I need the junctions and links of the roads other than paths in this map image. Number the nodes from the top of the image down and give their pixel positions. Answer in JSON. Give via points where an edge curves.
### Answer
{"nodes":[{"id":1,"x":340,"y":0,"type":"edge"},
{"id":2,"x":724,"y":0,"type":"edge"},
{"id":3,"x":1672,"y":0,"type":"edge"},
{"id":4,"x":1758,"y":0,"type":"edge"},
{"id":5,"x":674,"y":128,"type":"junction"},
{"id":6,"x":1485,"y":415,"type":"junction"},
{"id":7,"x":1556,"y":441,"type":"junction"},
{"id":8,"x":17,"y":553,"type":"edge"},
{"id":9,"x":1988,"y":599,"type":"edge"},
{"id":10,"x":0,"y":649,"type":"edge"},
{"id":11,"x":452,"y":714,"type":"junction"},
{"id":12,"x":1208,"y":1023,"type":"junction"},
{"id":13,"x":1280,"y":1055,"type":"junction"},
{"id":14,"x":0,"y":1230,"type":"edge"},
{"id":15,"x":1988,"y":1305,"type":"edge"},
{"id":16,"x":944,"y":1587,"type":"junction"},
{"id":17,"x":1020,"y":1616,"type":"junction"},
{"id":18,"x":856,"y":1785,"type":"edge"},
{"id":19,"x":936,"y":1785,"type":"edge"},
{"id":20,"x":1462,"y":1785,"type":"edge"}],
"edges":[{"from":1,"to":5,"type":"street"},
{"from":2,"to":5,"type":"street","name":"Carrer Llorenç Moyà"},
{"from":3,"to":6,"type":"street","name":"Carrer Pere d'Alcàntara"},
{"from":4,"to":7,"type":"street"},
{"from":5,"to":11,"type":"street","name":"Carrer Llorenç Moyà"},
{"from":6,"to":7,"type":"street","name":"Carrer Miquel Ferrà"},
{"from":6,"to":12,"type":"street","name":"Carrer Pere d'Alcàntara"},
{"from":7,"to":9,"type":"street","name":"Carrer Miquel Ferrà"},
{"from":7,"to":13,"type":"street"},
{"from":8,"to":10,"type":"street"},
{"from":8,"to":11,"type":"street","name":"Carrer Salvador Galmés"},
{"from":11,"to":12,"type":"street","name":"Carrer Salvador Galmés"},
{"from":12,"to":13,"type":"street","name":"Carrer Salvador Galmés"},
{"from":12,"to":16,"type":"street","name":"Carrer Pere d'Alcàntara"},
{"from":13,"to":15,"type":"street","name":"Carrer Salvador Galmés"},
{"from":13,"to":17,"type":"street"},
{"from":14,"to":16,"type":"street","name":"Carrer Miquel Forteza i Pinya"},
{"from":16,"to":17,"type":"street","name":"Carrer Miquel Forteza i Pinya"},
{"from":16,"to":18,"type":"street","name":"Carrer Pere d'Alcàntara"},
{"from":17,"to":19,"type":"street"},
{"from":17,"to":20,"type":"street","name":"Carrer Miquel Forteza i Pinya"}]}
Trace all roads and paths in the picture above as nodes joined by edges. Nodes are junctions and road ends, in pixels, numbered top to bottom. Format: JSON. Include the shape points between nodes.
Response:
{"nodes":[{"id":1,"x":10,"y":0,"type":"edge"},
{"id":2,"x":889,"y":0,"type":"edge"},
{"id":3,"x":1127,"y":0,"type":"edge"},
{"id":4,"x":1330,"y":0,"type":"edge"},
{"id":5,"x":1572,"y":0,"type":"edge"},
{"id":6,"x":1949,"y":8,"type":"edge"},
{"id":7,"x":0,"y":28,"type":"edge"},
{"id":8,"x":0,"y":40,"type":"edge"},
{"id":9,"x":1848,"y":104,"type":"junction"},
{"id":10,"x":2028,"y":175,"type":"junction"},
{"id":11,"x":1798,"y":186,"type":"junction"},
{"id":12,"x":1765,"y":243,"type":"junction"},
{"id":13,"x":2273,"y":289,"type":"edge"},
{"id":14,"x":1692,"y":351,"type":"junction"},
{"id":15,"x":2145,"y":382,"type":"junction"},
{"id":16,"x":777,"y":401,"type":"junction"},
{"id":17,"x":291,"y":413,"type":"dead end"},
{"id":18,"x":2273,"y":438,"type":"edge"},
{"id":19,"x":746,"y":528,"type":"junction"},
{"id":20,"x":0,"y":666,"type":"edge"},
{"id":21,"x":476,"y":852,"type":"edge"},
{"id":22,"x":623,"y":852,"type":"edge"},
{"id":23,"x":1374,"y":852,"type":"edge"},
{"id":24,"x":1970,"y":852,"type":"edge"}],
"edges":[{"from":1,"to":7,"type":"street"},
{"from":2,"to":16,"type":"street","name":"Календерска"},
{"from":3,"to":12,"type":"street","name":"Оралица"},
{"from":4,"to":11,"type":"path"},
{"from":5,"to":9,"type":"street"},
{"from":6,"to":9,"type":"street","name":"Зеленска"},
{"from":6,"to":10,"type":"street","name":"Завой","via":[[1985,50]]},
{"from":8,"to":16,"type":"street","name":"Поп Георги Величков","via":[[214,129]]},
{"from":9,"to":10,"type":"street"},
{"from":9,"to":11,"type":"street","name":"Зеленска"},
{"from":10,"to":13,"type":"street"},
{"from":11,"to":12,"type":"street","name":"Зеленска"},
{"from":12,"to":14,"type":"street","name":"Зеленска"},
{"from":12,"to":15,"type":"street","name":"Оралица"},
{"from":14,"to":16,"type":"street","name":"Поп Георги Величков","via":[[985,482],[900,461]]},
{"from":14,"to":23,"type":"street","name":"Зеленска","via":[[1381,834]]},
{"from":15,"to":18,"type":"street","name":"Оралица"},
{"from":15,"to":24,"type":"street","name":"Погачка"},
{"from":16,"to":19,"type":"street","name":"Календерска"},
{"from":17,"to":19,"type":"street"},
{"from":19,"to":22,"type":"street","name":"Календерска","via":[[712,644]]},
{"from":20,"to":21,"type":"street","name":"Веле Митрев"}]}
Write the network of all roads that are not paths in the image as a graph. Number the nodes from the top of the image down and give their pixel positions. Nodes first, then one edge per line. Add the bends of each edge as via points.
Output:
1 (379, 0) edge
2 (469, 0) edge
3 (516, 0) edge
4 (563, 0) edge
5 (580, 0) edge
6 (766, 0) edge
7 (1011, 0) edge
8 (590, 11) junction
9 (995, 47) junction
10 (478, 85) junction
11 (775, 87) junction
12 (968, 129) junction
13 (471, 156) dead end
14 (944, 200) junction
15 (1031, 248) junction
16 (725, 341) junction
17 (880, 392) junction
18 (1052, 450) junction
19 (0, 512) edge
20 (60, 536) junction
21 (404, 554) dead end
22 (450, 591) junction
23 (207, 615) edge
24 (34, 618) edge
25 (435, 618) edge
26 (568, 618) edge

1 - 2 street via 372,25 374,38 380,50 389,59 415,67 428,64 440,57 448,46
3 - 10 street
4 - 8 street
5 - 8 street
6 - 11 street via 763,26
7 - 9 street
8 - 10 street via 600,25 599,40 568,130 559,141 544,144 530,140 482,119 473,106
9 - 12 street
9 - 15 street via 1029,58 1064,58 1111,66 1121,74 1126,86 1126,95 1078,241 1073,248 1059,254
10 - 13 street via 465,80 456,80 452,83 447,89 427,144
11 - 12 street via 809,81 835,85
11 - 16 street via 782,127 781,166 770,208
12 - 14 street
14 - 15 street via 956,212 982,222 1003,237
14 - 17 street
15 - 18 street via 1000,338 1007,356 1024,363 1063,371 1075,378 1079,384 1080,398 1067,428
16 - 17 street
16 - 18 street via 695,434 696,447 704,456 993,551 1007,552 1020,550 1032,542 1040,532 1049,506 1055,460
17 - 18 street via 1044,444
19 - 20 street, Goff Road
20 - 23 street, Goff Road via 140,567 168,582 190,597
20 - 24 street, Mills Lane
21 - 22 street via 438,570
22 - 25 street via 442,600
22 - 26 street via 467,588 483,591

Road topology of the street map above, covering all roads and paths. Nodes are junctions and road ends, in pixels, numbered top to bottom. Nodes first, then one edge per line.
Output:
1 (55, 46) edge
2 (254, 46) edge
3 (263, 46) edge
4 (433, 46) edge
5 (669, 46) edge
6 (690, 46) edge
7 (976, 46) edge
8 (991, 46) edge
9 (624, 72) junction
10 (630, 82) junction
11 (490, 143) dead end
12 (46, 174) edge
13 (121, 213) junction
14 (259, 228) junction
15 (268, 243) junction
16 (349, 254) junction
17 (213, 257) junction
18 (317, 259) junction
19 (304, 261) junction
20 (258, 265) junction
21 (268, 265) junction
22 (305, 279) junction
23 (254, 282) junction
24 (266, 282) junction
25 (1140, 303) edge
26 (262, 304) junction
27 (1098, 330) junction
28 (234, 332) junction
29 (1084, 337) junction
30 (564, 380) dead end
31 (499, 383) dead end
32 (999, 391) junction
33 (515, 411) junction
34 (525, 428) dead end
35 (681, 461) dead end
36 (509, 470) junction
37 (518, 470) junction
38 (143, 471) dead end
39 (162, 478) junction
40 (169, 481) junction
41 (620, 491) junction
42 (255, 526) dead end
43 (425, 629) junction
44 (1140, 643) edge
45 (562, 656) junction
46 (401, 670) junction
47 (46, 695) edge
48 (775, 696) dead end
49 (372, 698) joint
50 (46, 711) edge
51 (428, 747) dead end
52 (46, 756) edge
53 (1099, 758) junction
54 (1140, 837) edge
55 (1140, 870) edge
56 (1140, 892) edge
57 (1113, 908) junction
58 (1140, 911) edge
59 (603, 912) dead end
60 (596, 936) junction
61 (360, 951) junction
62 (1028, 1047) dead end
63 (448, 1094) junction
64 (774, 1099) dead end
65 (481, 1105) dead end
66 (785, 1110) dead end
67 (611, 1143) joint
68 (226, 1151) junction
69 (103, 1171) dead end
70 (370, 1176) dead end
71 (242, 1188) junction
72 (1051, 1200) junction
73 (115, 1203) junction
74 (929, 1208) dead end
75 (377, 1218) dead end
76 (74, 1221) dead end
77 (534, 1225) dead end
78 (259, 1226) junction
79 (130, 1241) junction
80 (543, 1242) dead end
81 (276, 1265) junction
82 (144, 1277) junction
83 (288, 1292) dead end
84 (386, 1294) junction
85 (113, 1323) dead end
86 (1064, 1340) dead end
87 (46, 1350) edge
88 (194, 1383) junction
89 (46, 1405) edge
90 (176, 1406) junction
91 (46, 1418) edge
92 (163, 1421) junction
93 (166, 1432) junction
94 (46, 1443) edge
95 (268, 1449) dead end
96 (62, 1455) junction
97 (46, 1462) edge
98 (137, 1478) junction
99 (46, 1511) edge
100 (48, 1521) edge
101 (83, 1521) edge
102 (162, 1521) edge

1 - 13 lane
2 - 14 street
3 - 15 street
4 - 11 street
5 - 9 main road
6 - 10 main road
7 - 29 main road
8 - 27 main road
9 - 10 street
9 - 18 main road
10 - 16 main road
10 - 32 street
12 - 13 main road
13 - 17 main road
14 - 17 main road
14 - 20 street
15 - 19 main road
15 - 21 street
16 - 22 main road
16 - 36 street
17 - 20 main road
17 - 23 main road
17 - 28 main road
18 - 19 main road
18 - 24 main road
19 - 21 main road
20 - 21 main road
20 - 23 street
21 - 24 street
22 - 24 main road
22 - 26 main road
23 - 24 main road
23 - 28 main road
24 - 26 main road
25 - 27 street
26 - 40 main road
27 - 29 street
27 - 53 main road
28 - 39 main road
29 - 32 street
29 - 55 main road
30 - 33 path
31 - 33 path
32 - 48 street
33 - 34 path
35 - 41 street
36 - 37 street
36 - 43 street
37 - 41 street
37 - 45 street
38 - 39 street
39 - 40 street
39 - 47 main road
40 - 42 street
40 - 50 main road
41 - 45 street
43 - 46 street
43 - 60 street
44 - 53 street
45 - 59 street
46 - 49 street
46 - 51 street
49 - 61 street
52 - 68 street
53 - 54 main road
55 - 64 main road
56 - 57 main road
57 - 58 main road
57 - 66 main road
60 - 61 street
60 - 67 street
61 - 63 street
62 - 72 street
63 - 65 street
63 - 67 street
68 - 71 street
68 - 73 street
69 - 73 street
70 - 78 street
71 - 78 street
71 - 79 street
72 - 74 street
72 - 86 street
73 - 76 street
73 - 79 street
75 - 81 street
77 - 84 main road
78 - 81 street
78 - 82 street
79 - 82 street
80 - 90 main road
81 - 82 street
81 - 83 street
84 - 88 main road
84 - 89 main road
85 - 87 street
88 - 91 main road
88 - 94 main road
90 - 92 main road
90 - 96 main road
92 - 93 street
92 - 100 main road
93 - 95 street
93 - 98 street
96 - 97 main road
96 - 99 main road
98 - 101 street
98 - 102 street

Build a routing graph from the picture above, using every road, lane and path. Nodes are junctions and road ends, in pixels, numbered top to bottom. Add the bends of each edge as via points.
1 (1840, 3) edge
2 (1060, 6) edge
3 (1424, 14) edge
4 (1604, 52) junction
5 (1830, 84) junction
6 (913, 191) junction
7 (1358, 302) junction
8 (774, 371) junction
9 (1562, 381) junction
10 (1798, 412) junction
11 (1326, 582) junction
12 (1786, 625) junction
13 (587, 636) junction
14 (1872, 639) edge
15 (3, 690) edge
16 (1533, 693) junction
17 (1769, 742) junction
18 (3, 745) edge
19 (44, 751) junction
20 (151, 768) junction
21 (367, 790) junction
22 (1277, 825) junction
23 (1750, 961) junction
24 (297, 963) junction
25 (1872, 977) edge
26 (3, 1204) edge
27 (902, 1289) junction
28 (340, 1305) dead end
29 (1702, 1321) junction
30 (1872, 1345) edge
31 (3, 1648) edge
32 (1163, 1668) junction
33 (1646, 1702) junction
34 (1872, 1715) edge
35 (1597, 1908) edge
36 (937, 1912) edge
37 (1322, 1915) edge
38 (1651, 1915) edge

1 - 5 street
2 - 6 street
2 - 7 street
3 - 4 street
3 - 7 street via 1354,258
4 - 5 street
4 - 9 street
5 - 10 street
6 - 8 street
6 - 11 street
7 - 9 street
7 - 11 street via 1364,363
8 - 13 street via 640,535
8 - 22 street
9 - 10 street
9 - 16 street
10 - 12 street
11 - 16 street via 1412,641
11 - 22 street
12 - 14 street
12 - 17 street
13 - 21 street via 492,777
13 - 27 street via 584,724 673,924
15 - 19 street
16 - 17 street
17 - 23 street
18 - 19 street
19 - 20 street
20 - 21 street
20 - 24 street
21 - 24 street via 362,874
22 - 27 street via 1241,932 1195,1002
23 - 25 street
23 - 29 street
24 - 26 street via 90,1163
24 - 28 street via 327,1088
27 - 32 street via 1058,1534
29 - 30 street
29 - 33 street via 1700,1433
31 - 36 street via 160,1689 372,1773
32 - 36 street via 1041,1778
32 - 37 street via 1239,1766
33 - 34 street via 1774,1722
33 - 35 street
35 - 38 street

************

• **ASSIGNMENT**: Report the number of lines in the entries above that include the word "Miquel" and add nothing to it.

• **SOLUTION BELOW**: 5